[personal profile] eub
Reading the paper posted by [livejournal.com profile] aquaeri in comments to this interesting post.

(PNAS++ for making the article available online. Oh, ah, they manage that by charging the authors $1000 to exercise the Open Access option. authors++)

What I got:
  • A given odorant excites a widespread clumpy pattern over the anterior piriform cortex (APC).
  • Similar odorants have similar patterns.
  • Even different odorants have overlapping swathes. (I.e. they hit some neurons very near each other.)

Still up in the air:
  • For all I can see here, the patterns in APC could be just scramblings of the clustered odorant responses seen in olfactory bulb.
  • For example, do we know that any APC neuron receives inputs from two distinct receptor clones?
  • When similar odorants have similar patterns in APC, is that simply because they light up similar sets of olfactory receptors upstream? (The authors mention this for future work.)
  • Is there any kind of processing being done in APC?
  • Does position within the APC mean anything?
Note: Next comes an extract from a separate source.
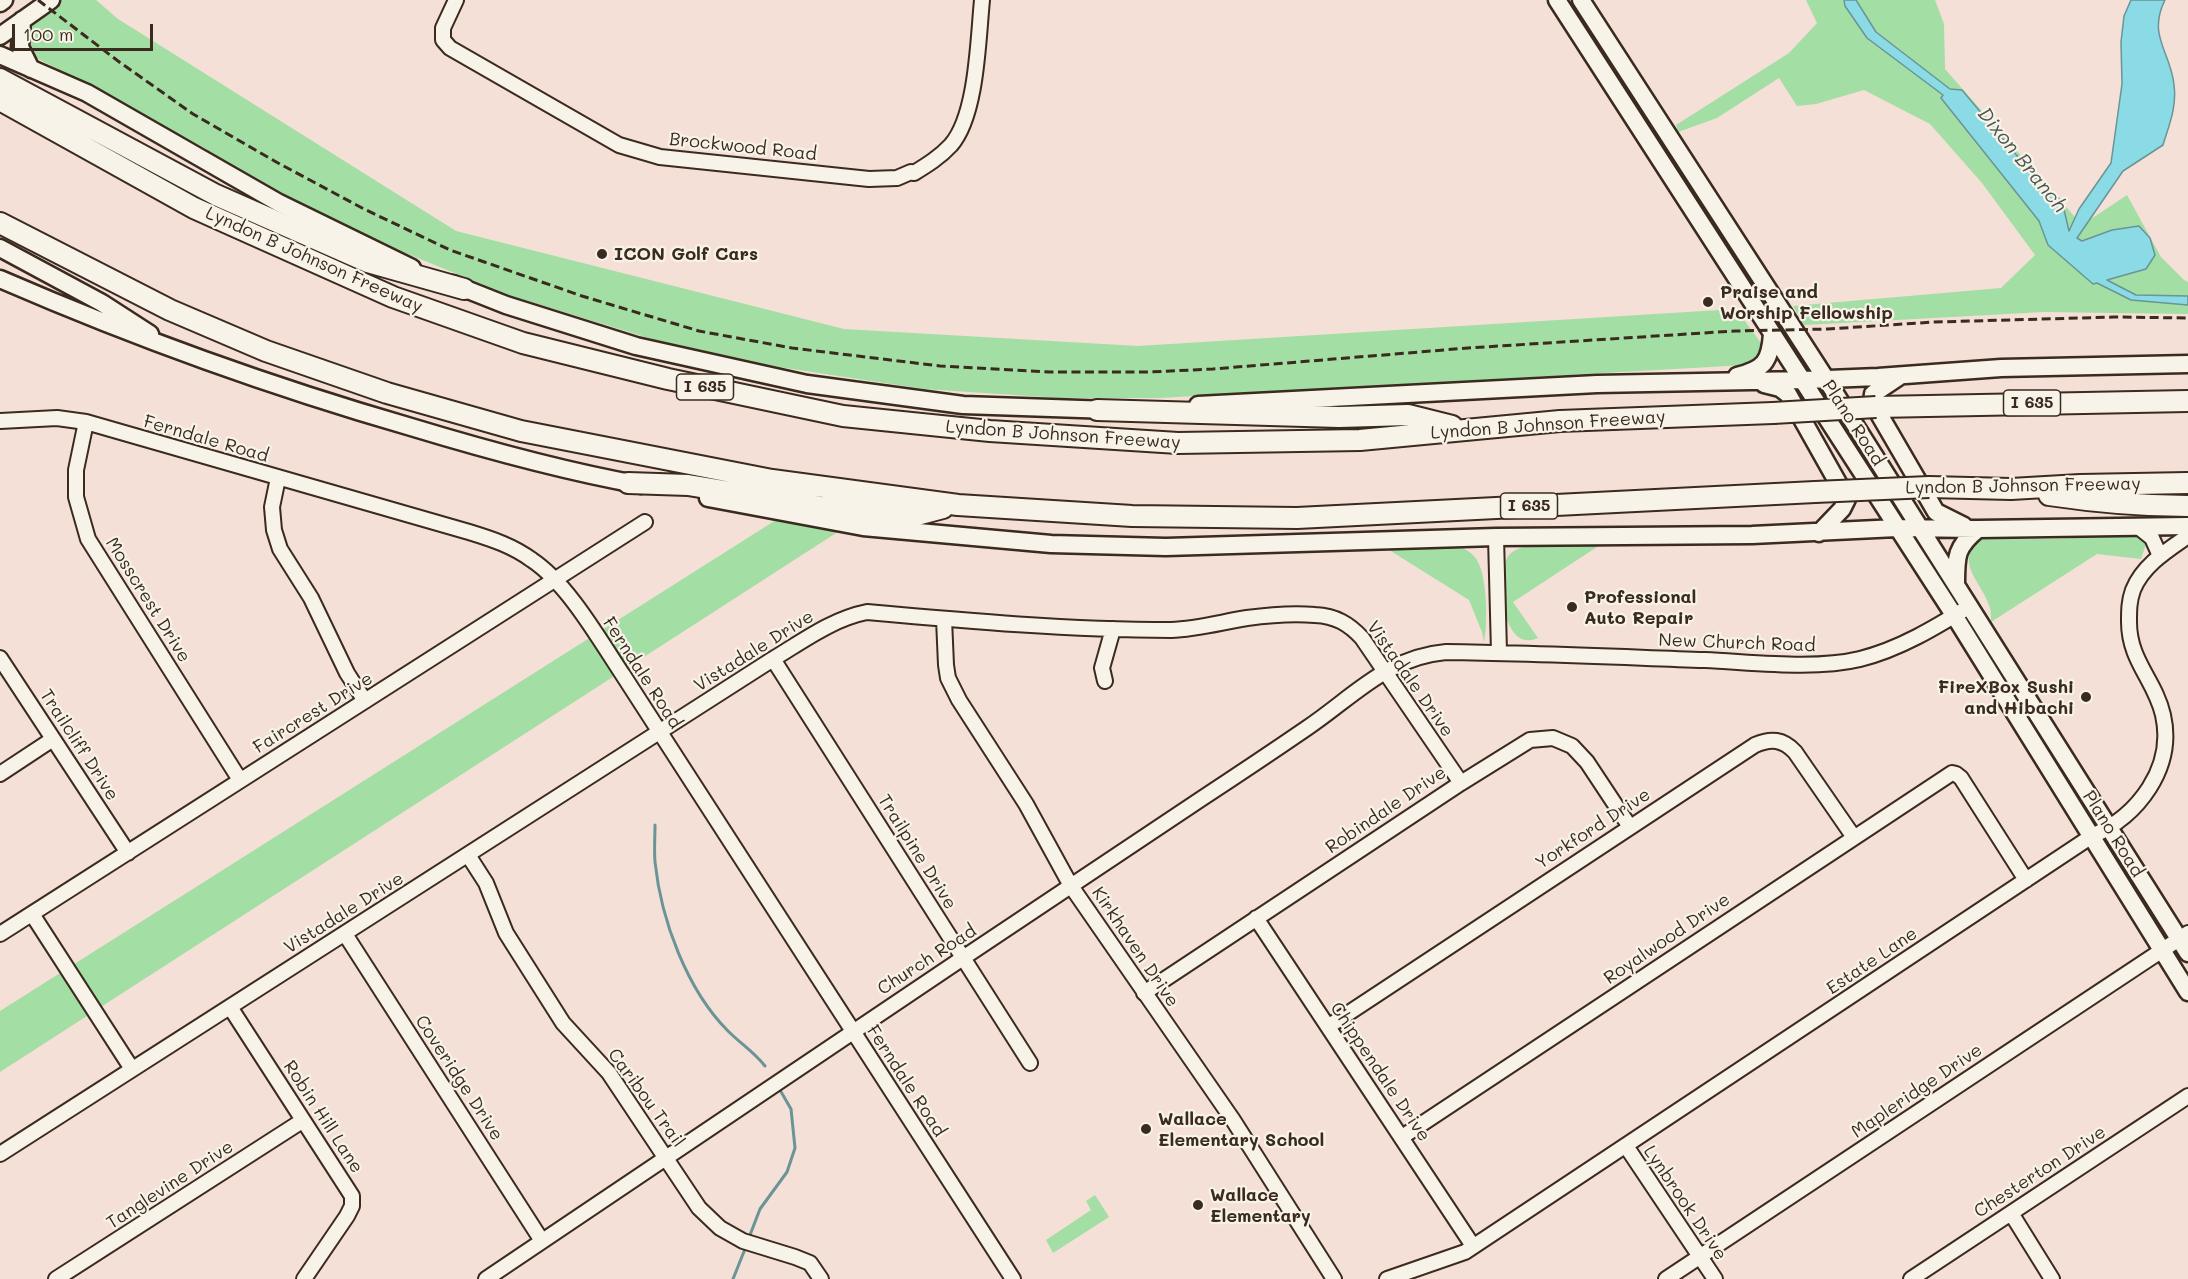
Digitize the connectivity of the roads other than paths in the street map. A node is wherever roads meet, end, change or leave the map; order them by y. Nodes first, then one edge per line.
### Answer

I'd love love love to see this paper's measurements of APC taken along
with ones of olfactory bulb. *That* could get you somewhere.


"single cortical neurons are likely to receive signals derived from combinations of ORs [cite]. Based on the findings presented here, we speculate that neurons in the OC require combinatorial OR signals for activation." --
That's reasonable speculation, but how is it based on these findings?

What is the shape of the APC?
Layers I, II, III shown in Fig 1 coronal sections, but what is their orientation?
Is APC your six-layer flavor of cortex? Where are IV+ in this picture? And does it have inhibitory interneurons and suchlike?
Fig 2 reducing APC to 2 dimensions -- collapsing away the lateral axis?
Can't figure out how layers would show up on Fig 2 maps.

Hierarchical clustering: "stimuli viewed as vector variables determined by number and distribution of c-Fos+ cells" -- well, heck, determined *how*? I say feh to the hierarchical clustering.

They slam the mouse with a lot of odorant and see every neuron light up. Would this identical measurement show up with a high concentration of a different odorant? I bet the *mouse* can tell overwhelming thiol from overwhelming ester.

Date: 2005-07-29 06:32 am (UTC)
From: [identity profile] eub.livejournal.com
Yeah, I do think it's useful work. You couldn't go do the really interesting next steps without having this work done.